TASK TO COMPLETE
An exact copy of the data is required; the images should not appear in it.

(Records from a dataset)
----

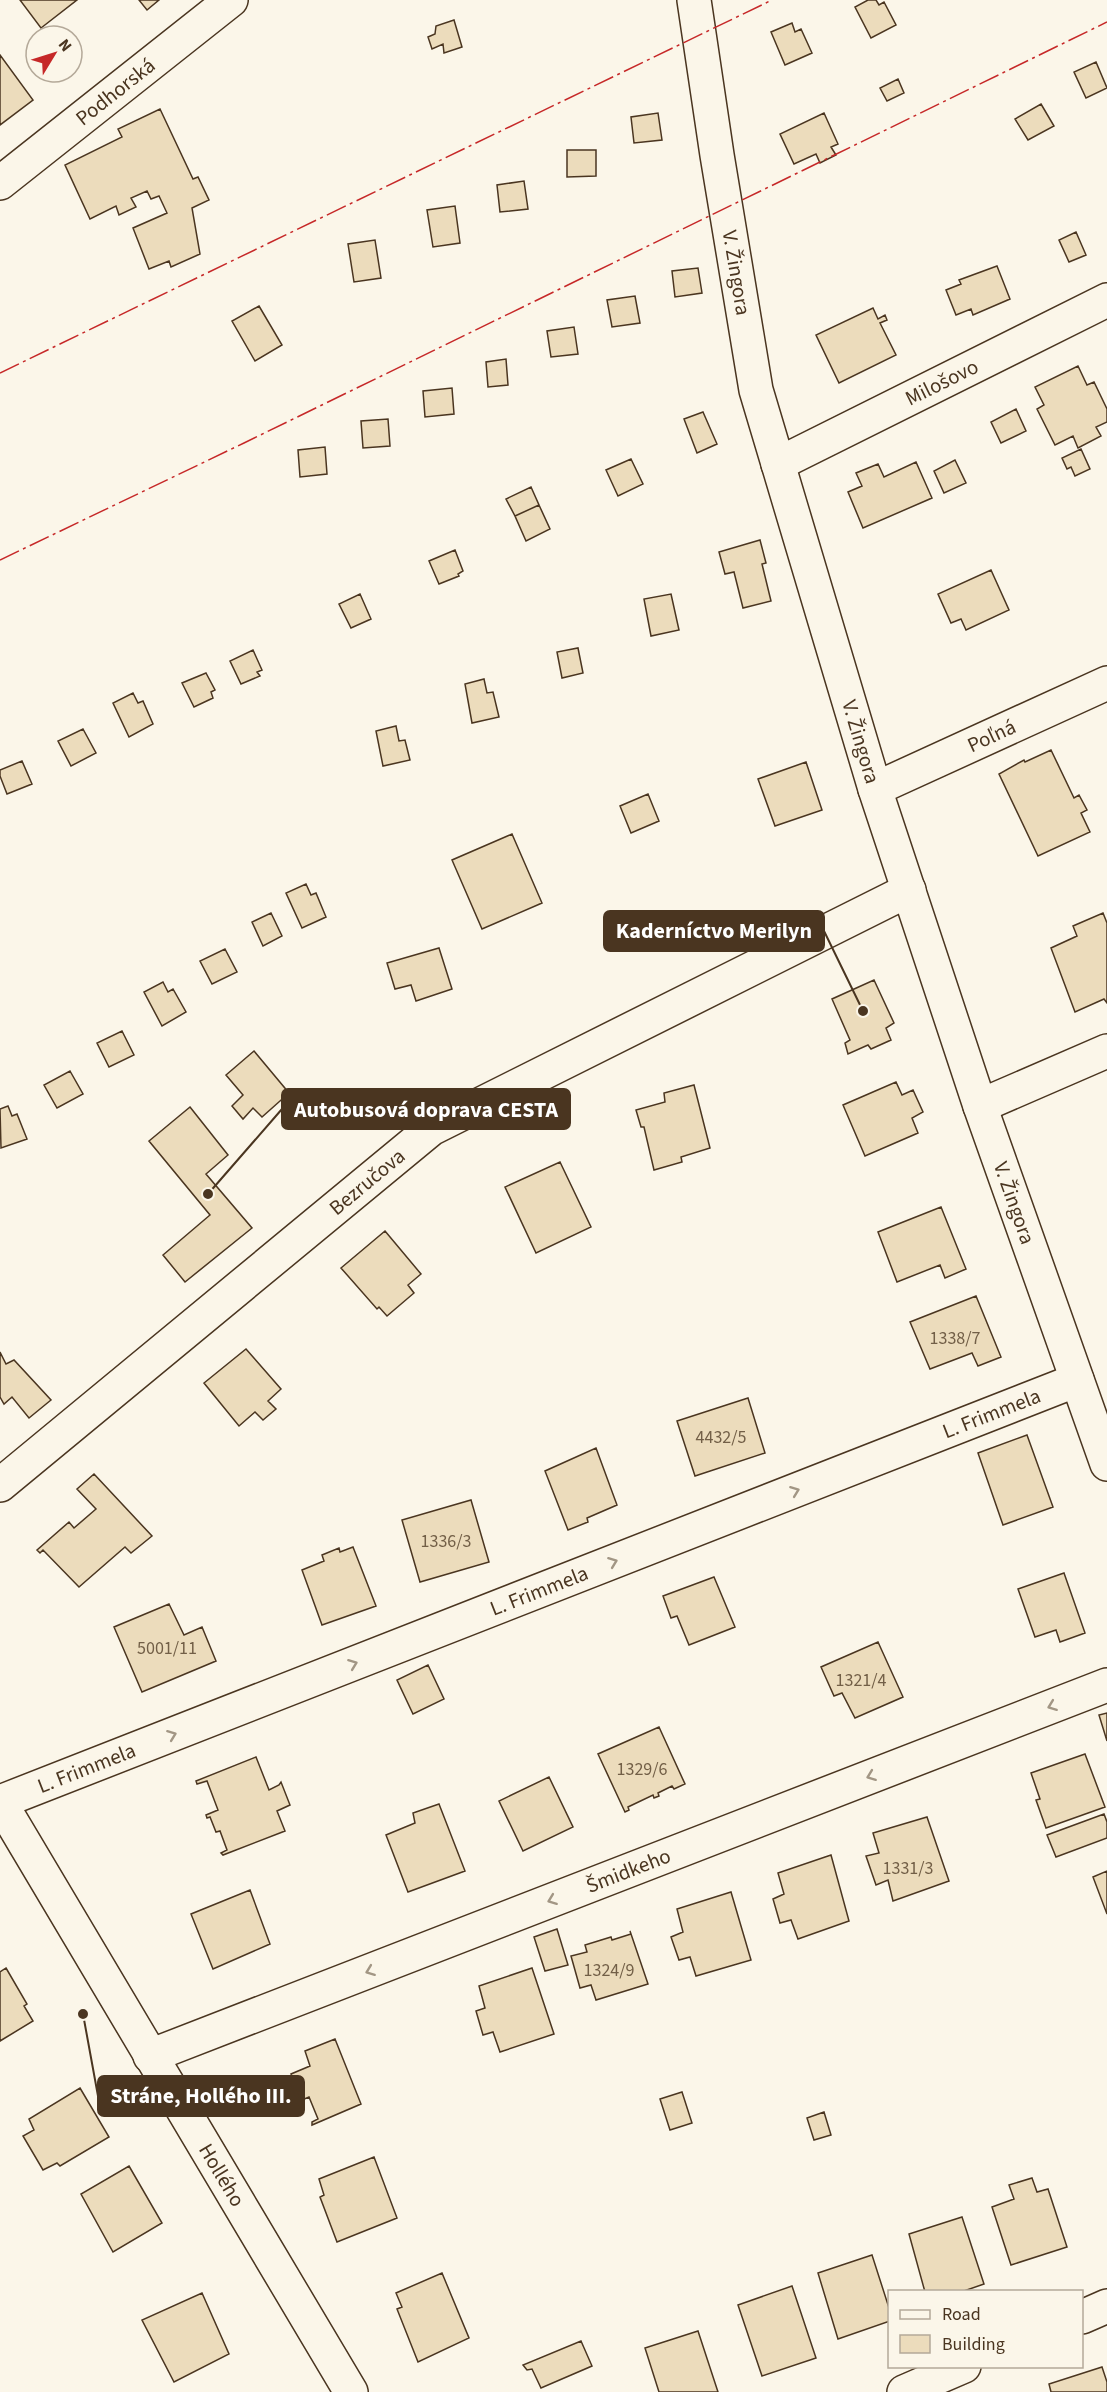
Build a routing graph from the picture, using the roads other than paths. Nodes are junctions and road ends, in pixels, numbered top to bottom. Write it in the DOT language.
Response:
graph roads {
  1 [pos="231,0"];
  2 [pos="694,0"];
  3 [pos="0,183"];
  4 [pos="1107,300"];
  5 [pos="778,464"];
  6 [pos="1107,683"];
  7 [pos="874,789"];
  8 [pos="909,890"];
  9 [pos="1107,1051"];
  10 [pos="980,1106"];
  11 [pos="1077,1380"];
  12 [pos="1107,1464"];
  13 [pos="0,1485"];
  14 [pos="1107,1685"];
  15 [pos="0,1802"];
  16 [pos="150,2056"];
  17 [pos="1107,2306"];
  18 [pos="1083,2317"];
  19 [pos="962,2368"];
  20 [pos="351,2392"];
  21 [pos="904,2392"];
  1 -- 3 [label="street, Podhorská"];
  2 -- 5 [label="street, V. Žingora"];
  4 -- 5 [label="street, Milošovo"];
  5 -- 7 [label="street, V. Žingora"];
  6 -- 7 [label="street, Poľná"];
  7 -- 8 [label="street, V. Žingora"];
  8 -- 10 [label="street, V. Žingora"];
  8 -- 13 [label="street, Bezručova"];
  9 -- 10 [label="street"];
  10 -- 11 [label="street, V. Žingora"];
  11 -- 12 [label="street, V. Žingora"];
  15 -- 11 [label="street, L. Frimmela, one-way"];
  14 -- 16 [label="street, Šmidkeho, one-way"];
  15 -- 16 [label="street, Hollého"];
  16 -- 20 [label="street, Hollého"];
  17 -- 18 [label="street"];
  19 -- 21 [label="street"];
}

----

ANSWER FOR THIS EXERCISE
Build a routing graph from the picture, using the roads other than paths. Nodes are junctions and road ends, in pixels, numbered top to bottom. Write it in the DOT language.
Response:
graph roads {
  1 [pos="231,0"];
  2 [pos="694,0"];
  3 [pos="0,183"];
  4 [pos="1107,300"];
  5 [pos="778,464"];
  6 [pos="1107,683"];
  7 [pos="874,789"];
  8 [pos="909,890"];
  9 [pos="1107,1051"];
  10 [pos="980,1106"];
  11 [pos="1077,1380"];
  12 [pos="1107,1464"];
  13 [pos="0,1485"];
  14 [pos="1107,1685"];
  15 [pos="0,1802"];
  16 [pos="150,2056"];
  17 [pos="1107,2306"];
  18 [pos="1083,2317"];
  19 [pos="962,2368"];
  20 [pos="351,2392"];
  21 [pos="904,2392"];
  1 -- 3 [label="street, Podhorská"];
  2 -- 5 [label="street, V. Žingora"];
  4 -- 5 [label="street, Milošovo"];
  5 -- 7 [label="street, V. Žingora"];
  6 -- 7 [label="street, Poľná"];
  7 -- 8 [label="street, V. Žingora"];
  8 -- 10 [label="street, V. Žingora"];
  8 -- 13 [label="street, Bezručova"];
  9 -- 10 [label="street"];
  10 -- 11 [label="street, V. Žingora"];
  11 -- 12 [label="street, V. Žingora"];
  15 -- 11 [label="street, L. Frimmela, one-way"];
  14 -- 16 [label="street, Šmidkeho, one-way"];
  15 -- 16 [label="street, Hollého"];
  16 -- 20 [label="street, Hollého"];
  17 -- 18 [label="street"];
  19 -- 21 [label="street"];
}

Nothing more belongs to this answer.